## Records for processing
==*==

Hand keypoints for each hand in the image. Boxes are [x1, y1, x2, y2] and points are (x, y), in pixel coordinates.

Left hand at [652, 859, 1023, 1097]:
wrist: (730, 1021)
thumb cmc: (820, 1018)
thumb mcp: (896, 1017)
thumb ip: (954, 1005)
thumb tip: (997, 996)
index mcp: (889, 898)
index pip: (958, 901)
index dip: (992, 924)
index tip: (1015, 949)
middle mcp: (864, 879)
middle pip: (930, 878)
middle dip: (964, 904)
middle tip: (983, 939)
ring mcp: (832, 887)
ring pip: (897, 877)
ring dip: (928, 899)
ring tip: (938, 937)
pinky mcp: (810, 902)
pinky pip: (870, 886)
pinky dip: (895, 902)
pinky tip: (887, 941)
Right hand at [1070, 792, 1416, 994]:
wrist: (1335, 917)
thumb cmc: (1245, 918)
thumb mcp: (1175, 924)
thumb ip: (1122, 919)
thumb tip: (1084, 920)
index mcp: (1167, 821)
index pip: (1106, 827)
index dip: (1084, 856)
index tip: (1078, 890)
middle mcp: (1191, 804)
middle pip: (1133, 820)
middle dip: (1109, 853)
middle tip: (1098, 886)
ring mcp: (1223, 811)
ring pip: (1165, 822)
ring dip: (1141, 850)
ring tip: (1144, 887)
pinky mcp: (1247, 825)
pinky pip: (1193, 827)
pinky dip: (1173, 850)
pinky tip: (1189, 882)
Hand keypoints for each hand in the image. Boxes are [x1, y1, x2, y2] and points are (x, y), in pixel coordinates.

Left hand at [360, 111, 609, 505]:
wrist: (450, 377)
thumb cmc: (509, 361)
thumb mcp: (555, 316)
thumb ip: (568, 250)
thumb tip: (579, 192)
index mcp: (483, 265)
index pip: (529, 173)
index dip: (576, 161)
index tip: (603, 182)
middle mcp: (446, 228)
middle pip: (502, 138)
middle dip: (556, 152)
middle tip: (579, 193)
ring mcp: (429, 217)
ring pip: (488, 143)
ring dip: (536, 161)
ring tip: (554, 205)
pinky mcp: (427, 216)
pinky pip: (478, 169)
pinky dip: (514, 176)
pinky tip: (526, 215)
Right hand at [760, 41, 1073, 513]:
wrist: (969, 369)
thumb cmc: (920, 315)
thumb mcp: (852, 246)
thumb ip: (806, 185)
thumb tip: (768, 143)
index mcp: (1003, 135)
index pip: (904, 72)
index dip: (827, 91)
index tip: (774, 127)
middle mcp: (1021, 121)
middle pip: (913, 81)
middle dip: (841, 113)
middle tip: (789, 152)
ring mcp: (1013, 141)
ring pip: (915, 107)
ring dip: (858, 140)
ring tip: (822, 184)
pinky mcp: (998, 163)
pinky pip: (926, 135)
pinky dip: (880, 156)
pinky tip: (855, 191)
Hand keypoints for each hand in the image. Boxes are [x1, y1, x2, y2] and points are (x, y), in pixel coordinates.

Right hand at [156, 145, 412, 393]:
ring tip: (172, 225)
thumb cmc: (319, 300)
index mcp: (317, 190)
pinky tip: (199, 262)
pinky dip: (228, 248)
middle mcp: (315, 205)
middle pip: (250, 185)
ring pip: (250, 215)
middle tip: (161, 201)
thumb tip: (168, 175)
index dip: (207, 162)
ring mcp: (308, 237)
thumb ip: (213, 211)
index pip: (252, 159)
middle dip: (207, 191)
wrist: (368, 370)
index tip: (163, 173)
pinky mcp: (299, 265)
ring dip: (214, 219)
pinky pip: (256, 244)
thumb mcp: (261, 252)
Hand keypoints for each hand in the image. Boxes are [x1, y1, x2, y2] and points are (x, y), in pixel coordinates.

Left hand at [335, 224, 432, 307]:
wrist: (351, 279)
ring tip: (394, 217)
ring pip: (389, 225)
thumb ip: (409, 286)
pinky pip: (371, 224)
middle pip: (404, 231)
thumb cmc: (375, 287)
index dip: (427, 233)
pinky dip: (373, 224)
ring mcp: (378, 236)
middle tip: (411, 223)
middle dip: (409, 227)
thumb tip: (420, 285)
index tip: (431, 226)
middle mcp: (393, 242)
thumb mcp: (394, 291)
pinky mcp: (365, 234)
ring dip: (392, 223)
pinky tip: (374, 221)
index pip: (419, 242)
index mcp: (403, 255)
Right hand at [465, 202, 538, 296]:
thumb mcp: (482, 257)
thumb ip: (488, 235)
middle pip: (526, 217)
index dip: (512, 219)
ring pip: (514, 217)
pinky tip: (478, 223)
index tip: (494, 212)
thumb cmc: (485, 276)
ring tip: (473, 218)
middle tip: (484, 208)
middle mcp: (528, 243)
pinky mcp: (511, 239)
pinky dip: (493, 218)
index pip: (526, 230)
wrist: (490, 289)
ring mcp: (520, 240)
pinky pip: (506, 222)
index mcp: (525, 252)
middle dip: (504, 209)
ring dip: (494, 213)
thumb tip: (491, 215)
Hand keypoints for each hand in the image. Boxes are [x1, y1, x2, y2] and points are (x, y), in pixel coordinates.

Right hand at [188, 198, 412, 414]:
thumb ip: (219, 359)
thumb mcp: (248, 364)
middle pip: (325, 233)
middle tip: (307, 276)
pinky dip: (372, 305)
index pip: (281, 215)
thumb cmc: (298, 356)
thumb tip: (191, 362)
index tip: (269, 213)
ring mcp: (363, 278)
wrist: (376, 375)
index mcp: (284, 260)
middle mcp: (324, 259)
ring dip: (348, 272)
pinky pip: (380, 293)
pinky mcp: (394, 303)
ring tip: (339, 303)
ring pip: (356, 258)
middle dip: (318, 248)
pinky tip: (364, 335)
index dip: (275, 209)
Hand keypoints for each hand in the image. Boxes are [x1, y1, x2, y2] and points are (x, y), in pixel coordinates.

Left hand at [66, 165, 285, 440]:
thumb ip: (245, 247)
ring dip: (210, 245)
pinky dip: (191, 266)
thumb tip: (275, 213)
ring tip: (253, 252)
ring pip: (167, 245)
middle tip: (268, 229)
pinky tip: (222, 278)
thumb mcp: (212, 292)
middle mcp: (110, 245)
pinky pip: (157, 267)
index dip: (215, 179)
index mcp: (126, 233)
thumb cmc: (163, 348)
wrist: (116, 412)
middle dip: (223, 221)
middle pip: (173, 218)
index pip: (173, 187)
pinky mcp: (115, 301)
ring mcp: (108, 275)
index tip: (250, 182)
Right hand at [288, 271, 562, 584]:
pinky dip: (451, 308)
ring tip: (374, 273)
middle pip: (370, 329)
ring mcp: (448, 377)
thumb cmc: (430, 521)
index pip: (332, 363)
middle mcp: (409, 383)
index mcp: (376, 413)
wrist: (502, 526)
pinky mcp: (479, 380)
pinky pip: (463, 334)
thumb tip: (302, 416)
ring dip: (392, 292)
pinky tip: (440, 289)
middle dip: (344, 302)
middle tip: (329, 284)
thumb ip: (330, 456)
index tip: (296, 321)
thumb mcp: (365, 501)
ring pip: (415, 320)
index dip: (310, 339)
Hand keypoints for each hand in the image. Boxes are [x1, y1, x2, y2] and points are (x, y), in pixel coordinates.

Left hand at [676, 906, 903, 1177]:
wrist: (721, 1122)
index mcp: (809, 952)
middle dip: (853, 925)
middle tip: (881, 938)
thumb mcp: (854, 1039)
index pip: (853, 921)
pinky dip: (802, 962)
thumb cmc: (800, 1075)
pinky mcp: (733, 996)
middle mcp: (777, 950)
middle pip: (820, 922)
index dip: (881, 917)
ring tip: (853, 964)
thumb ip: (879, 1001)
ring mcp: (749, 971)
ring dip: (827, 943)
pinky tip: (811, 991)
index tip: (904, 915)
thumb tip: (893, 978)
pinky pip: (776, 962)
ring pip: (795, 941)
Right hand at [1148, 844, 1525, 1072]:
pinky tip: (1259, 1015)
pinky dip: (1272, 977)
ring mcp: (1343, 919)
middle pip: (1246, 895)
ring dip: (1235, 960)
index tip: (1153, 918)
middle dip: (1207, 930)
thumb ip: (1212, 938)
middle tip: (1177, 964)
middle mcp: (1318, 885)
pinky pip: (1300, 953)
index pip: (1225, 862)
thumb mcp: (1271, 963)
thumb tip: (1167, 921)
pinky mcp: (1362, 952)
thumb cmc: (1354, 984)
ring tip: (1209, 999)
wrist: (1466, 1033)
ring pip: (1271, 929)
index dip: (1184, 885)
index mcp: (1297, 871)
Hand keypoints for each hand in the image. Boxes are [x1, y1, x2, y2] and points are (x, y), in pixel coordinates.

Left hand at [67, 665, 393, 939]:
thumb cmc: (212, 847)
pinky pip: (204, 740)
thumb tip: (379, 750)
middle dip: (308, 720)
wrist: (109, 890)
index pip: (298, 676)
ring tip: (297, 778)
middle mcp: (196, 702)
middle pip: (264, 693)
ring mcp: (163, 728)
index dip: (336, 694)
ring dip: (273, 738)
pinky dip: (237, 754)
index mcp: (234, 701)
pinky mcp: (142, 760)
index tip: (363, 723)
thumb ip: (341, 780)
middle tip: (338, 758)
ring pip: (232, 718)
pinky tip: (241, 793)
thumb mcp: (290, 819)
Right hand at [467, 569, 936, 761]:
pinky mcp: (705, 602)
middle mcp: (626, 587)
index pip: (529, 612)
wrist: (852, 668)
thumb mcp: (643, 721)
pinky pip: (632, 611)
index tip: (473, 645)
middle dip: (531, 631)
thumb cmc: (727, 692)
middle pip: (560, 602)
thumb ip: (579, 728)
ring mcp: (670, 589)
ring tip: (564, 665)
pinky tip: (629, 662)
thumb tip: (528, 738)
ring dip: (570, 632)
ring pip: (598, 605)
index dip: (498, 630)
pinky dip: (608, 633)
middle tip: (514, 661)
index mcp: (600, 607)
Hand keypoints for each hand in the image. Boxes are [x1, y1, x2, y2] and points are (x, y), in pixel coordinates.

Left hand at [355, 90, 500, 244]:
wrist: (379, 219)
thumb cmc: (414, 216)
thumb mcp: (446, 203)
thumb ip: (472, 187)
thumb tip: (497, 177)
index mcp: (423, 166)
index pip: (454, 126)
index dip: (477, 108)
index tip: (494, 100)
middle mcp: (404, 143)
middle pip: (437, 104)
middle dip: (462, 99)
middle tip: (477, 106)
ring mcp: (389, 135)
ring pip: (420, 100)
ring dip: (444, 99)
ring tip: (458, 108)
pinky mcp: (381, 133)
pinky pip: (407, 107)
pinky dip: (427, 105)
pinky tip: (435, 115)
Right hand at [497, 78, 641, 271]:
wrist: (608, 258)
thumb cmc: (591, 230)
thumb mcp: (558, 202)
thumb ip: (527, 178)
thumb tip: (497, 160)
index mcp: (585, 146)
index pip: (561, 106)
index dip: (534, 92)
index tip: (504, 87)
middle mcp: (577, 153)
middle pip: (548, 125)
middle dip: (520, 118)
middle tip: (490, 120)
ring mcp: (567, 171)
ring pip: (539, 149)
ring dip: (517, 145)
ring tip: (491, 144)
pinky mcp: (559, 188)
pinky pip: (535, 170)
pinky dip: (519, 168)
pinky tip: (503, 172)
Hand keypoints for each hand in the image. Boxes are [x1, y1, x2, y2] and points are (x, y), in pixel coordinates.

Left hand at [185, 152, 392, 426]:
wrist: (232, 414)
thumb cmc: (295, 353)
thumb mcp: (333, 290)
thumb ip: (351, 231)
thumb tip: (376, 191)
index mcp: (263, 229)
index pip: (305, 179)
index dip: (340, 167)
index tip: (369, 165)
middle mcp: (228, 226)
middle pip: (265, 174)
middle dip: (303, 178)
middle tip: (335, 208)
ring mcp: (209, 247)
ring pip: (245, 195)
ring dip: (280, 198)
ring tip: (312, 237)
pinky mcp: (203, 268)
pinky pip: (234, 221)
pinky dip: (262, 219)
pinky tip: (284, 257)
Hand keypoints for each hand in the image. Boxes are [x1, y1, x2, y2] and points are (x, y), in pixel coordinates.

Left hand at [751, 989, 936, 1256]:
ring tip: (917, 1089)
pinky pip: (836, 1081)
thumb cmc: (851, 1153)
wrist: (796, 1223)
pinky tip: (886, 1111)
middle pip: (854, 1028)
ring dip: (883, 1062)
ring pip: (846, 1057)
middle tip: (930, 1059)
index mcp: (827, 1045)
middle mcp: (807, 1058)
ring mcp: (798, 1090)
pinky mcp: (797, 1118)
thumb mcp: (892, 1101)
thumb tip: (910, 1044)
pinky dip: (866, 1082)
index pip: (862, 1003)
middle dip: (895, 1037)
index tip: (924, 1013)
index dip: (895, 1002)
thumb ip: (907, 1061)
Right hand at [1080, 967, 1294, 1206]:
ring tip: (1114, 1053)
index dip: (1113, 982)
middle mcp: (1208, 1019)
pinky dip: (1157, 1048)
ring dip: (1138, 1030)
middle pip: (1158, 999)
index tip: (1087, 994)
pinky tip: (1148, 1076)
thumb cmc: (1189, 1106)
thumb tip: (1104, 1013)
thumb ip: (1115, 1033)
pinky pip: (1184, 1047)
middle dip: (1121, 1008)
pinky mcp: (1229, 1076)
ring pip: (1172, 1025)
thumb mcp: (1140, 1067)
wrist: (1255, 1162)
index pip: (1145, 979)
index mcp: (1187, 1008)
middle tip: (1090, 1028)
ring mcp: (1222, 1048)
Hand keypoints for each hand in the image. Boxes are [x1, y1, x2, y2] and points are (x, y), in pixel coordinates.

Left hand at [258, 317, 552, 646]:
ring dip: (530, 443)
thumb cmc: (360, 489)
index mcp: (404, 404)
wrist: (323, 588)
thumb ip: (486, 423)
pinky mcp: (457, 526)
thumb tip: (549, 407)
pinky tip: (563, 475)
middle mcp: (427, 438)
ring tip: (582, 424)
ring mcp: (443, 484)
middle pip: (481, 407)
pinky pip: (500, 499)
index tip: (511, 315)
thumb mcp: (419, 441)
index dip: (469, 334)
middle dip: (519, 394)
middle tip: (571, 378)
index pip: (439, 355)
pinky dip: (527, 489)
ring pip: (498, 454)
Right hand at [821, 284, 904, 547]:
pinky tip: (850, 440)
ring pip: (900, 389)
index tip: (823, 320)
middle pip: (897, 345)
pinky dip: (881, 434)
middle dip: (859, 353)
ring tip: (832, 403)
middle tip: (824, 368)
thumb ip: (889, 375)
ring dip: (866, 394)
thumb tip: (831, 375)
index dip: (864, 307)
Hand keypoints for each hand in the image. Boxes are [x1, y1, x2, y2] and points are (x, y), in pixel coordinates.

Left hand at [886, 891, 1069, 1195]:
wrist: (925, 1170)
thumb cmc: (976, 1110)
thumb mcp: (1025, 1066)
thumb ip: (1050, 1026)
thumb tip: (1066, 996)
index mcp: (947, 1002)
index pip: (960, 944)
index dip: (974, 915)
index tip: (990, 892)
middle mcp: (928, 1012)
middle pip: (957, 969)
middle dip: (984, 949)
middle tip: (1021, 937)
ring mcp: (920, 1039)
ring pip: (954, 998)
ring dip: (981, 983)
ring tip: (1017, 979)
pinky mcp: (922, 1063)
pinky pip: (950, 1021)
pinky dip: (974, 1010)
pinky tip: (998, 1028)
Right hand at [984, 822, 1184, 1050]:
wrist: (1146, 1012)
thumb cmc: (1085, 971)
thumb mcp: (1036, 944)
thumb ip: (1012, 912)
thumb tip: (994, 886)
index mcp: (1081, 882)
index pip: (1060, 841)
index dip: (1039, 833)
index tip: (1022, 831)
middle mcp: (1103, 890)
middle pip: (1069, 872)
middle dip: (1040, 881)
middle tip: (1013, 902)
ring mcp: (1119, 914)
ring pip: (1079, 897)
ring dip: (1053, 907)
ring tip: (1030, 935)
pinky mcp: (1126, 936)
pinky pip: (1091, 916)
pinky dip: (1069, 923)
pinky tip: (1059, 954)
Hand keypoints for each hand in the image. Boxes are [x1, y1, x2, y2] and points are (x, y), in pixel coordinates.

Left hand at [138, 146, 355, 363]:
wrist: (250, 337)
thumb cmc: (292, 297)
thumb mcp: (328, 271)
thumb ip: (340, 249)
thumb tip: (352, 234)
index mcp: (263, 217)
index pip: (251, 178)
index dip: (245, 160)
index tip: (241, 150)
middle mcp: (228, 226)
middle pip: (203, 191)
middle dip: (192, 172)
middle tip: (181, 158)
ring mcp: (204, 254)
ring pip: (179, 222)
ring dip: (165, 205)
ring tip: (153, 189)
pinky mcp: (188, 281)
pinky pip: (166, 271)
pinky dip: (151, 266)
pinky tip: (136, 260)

==*==

## What to work on
Using the entries above, give again exactly the lines from the line holding "pinky pip: (463, 334)" through the line holding "index dip: (310, 339)". Include both end lines and nothing else.

## Completed exercise
pinky pip: (463, 334)
thumb tip: (302, 416)
ring dip: (392, 292)
pinky tip: (440, 289)
middle dip: (344, 302)
middle tip: (329, 284)
thumb ip: (330, 456)
index tip: (296, 321)
thumb mcp: (365, 501)
ring pip: (415, 320)
index dip: (310, 339)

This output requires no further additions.